Sebastian Tounekti – St Mirren v Celtic, 23 November 2025. Photo Vagelis Georgariou
TUTANKHAMUN – 4/10 – Mikey? Mikey, that you? If he doesn’t produce something on a different level soon, Scooby Doo and those pesky kids are going to roll up in the Mystery Machine and rip that mask off.

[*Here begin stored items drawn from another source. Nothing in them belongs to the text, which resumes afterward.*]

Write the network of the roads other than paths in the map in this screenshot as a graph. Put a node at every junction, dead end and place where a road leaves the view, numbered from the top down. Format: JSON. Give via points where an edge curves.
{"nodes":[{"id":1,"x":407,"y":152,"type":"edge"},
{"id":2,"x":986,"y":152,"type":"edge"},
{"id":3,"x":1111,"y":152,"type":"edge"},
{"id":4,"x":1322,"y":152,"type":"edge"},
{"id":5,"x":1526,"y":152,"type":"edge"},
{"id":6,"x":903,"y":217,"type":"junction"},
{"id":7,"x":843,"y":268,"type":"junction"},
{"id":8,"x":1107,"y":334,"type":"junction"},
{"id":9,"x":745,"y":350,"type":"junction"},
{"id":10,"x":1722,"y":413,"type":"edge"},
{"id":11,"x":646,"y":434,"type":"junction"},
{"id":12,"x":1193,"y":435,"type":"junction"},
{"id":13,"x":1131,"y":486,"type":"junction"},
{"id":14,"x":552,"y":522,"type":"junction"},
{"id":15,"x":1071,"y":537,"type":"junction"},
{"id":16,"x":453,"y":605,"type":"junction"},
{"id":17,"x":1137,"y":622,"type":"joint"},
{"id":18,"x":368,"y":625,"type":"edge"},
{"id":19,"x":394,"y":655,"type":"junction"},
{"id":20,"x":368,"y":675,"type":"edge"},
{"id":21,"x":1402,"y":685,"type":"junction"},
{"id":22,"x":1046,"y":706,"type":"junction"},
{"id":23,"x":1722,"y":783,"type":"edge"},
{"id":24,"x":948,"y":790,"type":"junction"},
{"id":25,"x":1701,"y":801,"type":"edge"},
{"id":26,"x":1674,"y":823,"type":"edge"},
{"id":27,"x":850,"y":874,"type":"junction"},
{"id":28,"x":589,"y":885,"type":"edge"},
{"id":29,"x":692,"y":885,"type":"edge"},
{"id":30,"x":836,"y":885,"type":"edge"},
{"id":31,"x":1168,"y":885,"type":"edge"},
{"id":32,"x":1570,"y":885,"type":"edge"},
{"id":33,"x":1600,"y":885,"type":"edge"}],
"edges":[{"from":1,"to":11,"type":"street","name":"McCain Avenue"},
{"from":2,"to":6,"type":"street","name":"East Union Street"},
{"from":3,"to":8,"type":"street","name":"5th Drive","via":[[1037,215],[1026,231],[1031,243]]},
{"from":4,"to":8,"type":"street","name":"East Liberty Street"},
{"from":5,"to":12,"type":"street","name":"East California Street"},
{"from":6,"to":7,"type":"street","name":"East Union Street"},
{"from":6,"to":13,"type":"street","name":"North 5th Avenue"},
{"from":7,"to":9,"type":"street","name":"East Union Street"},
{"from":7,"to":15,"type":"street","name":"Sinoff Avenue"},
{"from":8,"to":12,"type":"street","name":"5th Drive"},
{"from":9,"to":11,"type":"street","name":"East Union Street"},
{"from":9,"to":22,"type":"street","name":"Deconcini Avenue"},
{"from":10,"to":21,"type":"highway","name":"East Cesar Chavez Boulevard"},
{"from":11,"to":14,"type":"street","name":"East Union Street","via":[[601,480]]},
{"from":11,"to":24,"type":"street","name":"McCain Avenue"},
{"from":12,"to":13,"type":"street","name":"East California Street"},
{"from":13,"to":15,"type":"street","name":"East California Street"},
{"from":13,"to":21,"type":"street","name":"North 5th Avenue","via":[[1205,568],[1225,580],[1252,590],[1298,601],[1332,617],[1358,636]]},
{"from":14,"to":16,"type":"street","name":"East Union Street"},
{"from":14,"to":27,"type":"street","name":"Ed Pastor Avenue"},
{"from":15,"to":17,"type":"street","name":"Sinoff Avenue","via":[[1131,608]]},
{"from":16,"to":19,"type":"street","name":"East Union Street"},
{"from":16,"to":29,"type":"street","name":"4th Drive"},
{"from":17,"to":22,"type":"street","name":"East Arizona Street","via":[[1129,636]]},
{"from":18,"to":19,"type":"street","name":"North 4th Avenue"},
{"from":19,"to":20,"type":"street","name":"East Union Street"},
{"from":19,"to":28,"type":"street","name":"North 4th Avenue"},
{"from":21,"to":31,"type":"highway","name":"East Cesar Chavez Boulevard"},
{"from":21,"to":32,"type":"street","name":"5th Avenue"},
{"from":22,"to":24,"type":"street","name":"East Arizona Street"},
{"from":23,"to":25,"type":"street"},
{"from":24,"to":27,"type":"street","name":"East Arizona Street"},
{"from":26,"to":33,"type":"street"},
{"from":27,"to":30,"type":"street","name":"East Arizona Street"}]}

Johnny Kenny – St Mirren v Celtic, 23 November 2025. Photo Vagelis Georgariou
KENNY JOHNNY – 3/10 – He’s hot, he’s cold, he’s looks young, he looks old…Another of those fruitless-enterprise nights for JK in which he can’t get anything to run for him and the team isn’t functioning well enough to make life easier. Given that he’s not built enough to take on their battle-giants on a physical level, he ended up getting
thrown around like Paisley Museum’s most precious artefact from the old town’s past (the Eighties is as far back as the drug haze allows memories) – a used Fiesta Readers’ Wives Special.